ORIGINAL ARTICLES

 

Cost of the treatment for venous ulcers in an outpatient clinic and in the household: a descriptive study

 

Aretha Pereira de Oliveira1, Beatriz Guitton Renaud Baptista de Oliveira2

1National Cancer Institute
2Fluminense Federal University

 


ABSTRACT
Aim: To compare the direct costs of treatment of venous ulcers involving the use of carboxymethylcellulose gel in domiciliary and outpatient environments.
Method: This is a descriptive study, in which 96 consultations were performed in the Wound Healing Clinic of a university hospital between April and December 2013. Cost categories were identified, monetary values were defined and calculations were based on the consumption of materials used in the clinic and later released to the patients' homes. The study was approved by the Research Ethics Committee of the hospital under the number 196/08.
Results: After 84 days of follow-up, outpatient treatment costs were higher than the home care costs, and the main reason for this difference was nursing manpower.
Conclusion: It is necessary to define strategies for conducting effective nursing consultations and these strategies should include guidelines for home care and the dispensing of the material for patients.
Descriptors: Costs and Cost Analysis; Leg Ulcer; Nursing.


 

INTRODUCTION

The vasculogenic ulcers represent a major world-wide disorder, and a serious public health problem in Brazil. This clinical condition is responsible for high rates of mortality, in addition to causing a major economic impact(1).

The treatment of such lesions may include the use of various types of products, for example, the use of Unna's Boot, papain (powder and gel) and elastic compression therapy. The treatment of uninfected venous ulcers with 2% carboxymethylcellulose (CMC) gel has shown an average decrease of 16.9 cm2 in the lesion area(2).

Although the effectiveness of these and other products have already been widely studied and verified(3,4,5), it is necessary to conduct reviews of economic developments for better allocation and distribution of monetary resources in the different areas of health. The availability of different products with the same therapeutic purpose for the treatment of wounds and a great variability of prices on the market hinder both the professional decision-making in choosing the most appropriate coverage and patient compliance with the treatment. These issues justify the implementation of this type of study.

These analyses are just beginning in Latin America and Brazil stands out in the local scenario. A recent survey of studies published between 2005 and 2014 regarding pharmacoeconomic analysis of treatments for leg ulcers showed that, of a total of 17 articles included, only two have been developed in Latin America: one in Colombia and one in Brazil(6).

Direct costs are those directly related to health services that imply immediate expenditures and are easy to identify(7). Some international studies, when analyzing the components of the total direct costs of treatments for leg ulcers, found that clinical care is their main contributor due primarily to the value of the professional workforce of nurses who are responsible for nursing consultation(8,9,10,11).

It is noteworthy that the vasculogenic ulcers are chronic conditions that require long-term treatment that needs outpatient and home care, including daily activities such as injury hygiene, use of products for wound coverage and the application of dressings with bandages and appropriate bandaging, besides the monitoring and control of several comorbidities, such as hypertension and diabetes. Therefore, the complexity involved in the therapeutic process of these lesions can be understood.
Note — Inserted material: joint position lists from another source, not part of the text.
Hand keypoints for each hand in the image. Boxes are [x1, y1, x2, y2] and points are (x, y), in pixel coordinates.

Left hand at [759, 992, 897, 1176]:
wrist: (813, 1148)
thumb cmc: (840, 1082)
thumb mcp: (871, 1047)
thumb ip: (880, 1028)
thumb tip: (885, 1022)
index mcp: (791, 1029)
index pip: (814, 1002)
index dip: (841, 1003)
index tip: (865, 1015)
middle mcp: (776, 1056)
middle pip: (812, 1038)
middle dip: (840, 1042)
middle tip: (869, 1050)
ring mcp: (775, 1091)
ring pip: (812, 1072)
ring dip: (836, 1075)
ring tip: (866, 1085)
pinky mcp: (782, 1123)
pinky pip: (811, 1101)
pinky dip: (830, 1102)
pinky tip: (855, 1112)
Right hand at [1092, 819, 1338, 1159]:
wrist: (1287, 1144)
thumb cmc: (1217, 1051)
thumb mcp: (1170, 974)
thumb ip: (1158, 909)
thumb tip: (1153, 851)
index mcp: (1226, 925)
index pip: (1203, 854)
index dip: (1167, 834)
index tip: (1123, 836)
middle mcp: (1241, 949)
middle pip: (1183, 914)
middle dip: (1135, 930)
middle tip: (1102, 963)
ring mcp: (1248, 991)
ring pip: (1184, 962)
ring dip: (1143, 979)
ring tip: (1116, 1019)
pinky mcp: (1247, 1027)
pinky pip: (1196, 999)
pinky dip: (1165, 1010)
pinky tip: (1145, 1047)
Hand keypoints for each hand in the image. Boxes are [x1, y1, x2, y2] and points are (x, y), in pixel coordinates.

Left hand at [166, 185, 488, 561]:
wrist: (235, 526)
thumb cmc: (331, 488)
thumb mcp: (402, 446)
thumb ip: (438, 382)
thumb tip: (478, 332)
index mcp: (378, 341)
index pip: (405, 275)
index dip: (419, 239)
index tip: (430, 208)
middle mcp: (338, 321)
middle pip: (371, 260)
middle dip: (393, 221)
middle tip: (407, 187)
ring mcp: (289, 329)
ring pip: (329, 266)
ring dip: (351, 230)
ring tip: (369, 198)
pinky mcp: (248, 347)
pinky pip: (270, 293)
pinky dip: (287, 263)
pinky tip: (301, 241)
In view of the overview above, this study aimed to compare the direct costs of treatment of venous ulcers with carboxymethylcellulose gel in the household and in the clinic.

 

METHOD

This is a descriptive study, carried out with wounded patients, that aims to evaluate the costs of treatment with CMC gel in the clinic and in the household. For conducting a pharmacoeconomic analysis, it is necessary for the researcher to define the perspective of the study, that is, which picture will be used to assess the costs and who is interested in the results of this evaluation. In this study we adopted the perspective of paying  health service sources, which may include both the public system (Unified Health System - UHS), as well as covenants and private insurance companies in the private sector.

To estimate the values, it was necessary to identify the cost categories, set monetary values and perform calculations. Costs were divided into three categories: product for injury treatment (carboxymethylcellulose gel), inputs (materials needed for curative treatment) and procedures (nursing consultation in the case of outpatient care).
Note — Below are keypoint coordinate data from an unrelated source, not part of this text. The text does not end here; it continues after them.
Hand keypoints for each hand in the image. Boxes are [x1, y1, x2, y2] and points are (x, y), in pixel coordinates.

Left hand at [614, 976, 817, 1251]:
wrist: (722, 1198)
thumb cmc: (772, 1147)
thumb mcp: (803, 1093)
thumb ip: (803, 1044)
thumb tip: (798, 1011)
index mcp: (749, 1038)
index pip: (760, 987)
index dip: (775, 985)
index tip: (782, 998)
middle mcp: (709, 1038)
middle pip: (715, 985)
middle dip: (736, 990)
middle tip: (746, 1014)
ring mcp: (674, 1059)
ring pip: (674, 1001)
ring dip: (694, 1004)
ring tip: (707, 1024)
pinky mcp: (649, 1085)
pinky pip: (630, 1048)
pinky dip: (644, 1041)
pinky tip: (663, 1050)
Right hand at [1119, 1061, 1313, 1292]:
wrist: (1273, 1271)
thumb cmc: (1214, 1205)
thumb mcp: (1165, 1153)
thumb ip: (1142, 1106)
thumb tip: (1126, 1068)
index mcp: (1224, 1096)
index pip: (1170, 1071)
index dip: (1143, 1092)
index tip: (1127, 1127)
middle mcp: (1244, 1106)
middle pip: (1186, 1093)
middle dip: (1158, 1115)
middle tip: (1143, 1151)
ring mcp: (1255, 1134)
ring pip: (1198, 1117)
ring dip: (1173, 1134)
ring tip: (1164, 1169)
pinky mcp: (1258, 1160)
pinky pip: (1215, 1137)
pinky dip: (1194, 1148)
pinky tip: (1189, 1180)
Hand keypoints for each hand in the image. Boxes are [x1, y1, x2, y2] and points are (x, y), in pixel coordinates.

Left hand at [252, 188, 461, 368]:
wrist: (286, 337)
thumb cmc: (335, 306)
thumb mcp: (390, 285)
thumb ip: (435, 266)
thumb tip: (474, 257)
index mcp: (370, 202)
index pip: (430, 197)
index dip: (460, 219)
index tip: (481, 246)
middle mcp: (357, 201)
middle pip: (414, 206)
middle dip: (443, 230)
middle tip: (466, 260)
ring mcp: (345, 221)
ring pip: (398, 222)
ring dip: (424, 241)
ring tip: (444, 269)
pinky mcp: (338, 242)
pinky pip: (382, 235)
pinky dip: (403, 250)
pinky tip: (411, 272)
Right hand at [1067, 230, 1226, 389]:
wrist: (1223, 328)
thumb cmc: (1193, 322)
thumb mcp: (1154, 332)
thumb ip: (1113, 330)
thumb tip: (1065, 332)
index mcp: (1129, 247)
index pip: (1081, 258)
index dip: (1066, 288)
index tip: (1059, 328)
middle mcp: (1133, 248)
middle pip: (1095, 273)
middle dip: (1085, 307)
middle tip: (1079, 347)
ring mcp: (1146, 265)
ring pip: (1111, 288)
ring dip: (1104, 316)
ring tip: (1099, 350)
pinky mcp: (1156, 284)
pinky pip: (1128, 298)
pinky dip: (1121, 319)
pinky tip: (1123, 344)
The first cost category refers to the product used in this study, namely the 2% CMC gel produced by the university pharmacy. The production process of this gel was mapped by international standards of quality control to ensure a perfect reproduction of the product. The gel was dispensed in tubes of 100 grams for the procedure in the clinic and in tubes of 50 or 100 grams for dispensing to the patient, depending on lesion characteristics such as size and degree of exudation. Its composition is carboxymethylcellulose (active ingredient), propylene glycol (humectant), methylparaben (preservative) and water (vehicle). These gels were given a shelf life of 90 days.

The cost calculation was based on prices provided by the university pharmacy so the tube of 100 grams of 2% CMC costs R$ 8 (US$ 3.35). This value was the basis for calculating the price per gram of the product through a simple rule of three. The conversion of costs from Brazilian reais to US dollars was made due to the need to consider the international standards in which Brazil is also included. The value exchange rate used as a basis was R$ 2.39 per dollar, according to the currency value on February 10, 2014.
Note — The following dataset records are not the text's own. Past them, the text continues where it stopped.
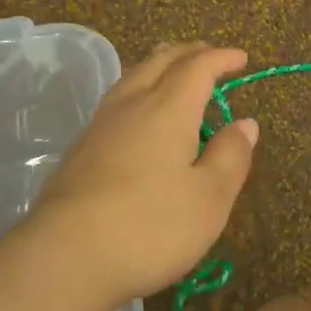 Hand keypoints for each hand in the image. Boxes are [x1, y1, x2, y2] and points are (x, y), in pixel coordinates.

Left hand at [29, 42, 257, 306]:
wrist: (65, 257)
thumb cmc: (150, 227)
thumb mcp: (209, 198)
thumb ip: (230, 157)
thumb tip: (245, 123)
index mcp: (168, 109)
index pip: (198, 68)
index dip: (221, 58)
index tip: (241, 57)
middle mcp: (132, 105)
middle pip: (160, 62)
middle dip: (188, 53)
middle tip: (208, 54)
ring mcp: (100, 126)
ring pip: (132, 77)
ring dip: (158, 66)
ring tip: (172, 70)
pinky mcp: (80, 150)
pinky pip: (116, 100)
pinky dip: (138, 89)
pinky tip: (137, 112)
To compute the product cost, we checked the gel consumption using a non-commercial battery-based scale of the Hidromel® brand with a precision of one gram, always ready at the same previously marked location to avoid measurement bias and the tare of the scale is always set before starting day care. To control consumption, the tubes were weighed before and after each service (for outpatient use) and before being delivered to patients and the subsequent consultations (for household consumption). The total consumption was multiplied by the price of a gram of the product.

In the second category, we calculated the cost of inputs needed for using the dressings at home: packages containing 10 units of sterile compresses of hydrophilic gauze; a crepe bandage; a roll of waterproof tape; a bottle containing 500 ml of 0.9% saline solution; a flask containing 100 ml of liquid petrolatum; a flask containing liquid soap with neutral pH and without glycerin; and a double-sheeted white aerated paper towel roll.

The inputs needed for  using the dressings at the clinic are the same as described above, plus white disposable surgical masks; pairs of disposable gloves for procedures; pairs of sterile surgical gloves for single use; 40 X 12 (18G X 1 ½) a hypodermic disposable needle; and scalpel blades number 20.

The monetary values of these materials were collected by consulting the electronic auctions of the Ministry of Health for the purchases made by the university hospital in the years 2012 and 2013.

The amount used by each participant was entered on a worksheet to calculate costs.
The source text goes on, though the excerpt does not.